The Hills of Rookwood: An Exceptional Sporting Family
Martin Chandler |Published: 2025
Pages: 175
Author: Hignell, Andrew
Publisher: ACS
Rating: 3.5 stars
The ACS Lives in Cricket series reached 64 with this one, released late last year. It is something of a variation on a theme as rather than a biography of one or two individuals it looks at an entire family, and indeed a number of other individuals within their orbit as well.
The Hills were a wealthy family, their fortune made in the shipping industry and Rookwood House was the palatial residence in Cardiff built by Edward Stock Hill. Edward was a keen cricketer and played a major role in the creation of Fairwater Cricket Club.
Author Andrew Hignell, one of the most accomplished cricket historians there is, has thoroughly researched the history of the family and in the opening chapters explains the dynasty and how Rookwood and the Fairwater Club came into being. There is also a chapter, and some interesting appendices that move away from the family, and look at the great and the good who turned out for Fairwater over the years
A good deal of the book is taken up with the life story of the most accomplished cricketer from the Hill family, Vernon, one of Edward’s sons. Vernon’s route to First Class cricket was a traditional one for a man with his background. He was educated at Winchester and then went up to Oxford before playing for Somerset as an amateur. Altogether his First Class career stretched from 1891 to 1912, but there were only 140 appearances, the majority during his student days.
Vernon was an all-rounder, a big hitter with the bat and a fast medium bowler. His First Class career stats are modest, but there were certainly some highlights along the way, including two tours of North America, all carefully described.

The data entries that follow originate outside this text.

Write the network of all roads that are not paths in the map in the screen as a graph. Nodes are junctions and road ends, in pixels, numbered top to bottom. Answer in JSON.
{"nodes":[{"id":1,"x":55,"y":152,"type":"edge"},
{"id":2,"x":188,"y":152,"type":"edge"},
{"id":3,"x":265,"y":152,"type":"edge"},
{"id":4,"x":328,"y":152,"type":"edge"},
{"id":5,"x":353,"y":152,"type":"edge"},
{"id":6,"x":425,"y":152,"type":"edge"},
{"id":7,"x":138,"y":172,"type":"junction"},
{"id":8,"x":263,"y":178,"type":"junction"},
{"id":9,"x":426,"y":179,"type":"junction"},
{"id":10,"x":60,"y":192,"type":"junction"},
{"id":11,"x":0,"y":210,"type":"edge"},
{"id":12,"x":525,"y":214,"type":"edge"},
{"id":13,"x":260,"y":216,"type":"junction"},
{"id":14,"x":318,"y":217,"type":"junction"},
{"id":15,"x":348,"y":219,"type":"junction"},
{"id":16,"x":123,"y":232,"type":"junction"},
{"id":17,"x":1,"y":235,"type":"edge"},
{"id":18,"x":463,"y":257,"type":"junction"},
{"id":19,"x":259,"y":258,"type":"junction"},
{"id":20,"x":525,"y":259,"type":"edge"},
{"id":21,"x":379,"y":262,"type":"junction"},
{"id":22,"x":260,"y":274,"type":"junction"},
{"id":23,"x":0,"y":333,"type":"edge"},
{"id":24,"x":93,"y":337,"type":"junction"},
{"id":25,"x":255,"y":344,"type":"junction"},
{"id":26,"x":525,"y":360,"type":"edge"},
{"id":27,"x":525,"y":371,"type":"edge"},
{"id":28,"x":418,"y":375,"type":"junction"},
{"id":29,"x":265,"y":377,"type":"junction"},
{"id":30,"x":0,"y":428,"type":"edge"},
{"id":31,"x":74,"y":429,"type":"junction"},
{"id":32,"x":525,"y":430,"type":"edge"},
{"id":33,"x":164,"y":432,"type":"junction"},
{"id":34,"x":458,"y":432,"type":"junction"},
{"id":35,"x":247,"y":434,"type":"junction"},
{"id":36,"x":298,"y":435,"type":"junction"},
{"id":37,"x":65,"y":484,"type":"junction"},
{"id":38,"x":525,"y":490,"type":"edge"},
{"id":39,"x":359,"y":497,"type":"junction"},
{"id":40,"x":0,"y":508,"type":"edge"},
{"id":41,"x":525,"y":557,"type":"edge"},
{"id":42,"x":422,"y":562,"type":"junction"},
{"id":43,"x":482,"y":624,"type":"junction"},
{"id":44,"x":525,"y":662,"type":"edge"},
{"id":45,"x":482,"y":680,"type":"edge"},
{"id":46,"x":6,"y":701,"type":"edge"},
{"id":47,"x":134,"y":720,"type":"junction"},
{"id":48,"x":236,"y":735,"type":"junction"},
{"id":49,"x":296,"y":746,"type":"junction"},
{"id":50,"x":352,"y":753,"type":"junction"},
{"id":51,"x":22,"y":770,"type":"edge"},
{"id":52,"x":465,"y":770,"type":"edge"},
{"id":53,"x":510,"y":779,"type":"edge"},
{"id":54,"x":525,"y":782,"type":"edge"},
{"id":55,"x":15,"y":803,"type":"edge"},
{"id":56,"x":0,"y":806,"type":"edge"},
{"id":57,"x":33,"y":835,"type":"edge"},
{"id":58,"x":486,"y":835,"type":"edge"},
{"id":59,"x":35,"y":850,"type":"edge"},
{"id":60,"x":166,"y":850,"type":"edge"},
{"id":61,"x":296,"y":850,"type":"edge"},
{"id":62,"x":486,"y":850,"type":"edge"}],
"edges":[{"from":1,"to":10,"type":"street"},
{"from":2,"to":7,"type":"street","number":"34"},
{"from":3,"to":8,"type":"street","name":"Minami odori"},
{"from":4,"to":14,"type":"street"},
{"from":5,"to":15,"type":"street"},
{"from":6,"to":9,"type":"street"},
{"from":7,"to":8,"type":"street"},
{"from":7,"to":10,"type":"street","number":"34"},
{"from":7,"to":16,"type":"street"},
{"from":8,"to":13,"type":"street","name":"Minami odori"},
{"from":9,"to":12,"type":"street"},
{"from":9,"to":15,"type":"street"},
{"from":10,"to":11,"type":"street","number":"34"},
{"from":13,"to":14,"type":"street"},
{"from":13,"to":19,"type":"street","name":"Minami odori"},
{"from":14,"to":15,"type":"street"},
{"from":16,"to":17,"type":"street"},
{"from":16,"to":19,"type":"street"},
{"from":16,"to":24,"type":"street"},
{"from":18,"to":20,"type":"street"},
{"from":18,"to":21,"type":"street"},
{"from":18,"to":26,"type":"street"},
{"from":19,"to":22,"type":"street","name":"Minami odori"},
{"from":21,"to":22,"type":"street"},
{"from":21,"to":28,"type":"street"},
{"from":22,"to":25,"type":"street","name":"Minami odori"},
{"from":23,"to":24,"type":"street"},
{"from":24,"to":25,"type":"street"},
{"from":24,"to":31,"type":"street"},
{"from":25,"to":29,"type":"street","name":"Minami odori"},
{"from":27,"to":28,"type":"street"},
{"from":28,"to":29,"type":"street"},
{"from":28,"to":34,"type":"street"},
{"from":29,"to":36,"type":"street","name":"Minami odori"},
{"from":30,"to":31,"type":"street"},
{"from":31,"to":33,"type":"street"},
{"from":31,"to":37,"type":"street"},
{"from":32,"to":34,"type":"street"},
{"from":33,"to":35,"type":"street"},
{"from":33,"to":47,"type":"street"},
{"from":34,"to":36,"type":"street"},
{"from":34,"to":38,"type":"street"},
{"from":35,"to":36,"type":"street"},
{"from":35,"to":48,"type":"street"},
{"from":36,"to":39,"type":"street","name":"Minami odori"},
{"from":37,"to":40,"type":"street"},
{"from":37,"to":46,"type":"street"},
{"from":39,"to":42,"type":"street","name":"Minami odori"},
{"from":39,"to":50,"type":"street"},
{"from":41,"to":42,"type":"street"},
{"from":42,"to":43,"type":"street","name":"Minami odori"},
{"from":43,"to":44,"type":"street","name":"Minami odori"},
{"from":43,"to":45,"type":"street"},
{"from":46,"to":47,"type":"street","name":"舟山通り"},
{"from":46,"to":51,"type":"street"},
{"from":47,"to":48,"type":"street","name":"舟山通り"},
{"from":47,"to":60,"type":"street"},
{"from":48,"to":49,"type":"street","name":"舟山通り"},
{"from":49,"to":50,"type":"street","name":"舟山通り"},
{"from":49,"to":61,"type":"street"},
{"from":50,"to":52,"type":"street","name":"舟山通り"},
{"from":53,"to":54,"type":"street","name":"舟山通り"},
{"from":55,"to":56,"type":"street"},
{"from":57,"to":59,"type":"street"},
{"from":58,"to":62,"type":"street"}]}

Outside the game Vernon’s life was an interesting one. He qualified as a barrister, but did not practice for long before embarking on a successful business career. In time he became a magistrate, but one suspects appearing before him as advocate or defendant would not have been an enjoyable experience. He seems not to have been a pleasant man with, quite literally, the milk of human kindness being in short supply.
But to be fair to Vernon he was clearly not a man lacking in courage. Despite being 43 and well established when the Great War began he was commissioned into the Army and spent more than four years as an officer, seeing action in France. He also knew some interesting people, not least one William Corfield, a friend of his father. Corfield ran away from home aged eight and became a cabin boy. Clearly an ambitious young man Corfield survived six shipwrecks in various parts of the world whilst working his way up to a position where he was rubbing shoulders with the Hill family in business.
But there were other interesting family members as well as Edward and Vernon. Both of Vernon’s brothers, Eustace and Percy, were First Class cricketers as were his two sons, Evelyn and Melvyn the latter, a wicketkeeper, being a member of the MCC touring side under Arthur Gilligan that visited India in 1926/27. In addition Vernon’s sister Constance was, at Fairwater, heavily involved in the earliest days of women’s cricket something which, perhaps not entirely surprisingly, she appears to have taken her leave of after her marriage.
The Hills of Rookwood: An Exceptional Sporting Family provides an illuminating glimpse into the lives of an interesting family and a way of life that disappeared many years ago. It is well worth investing in.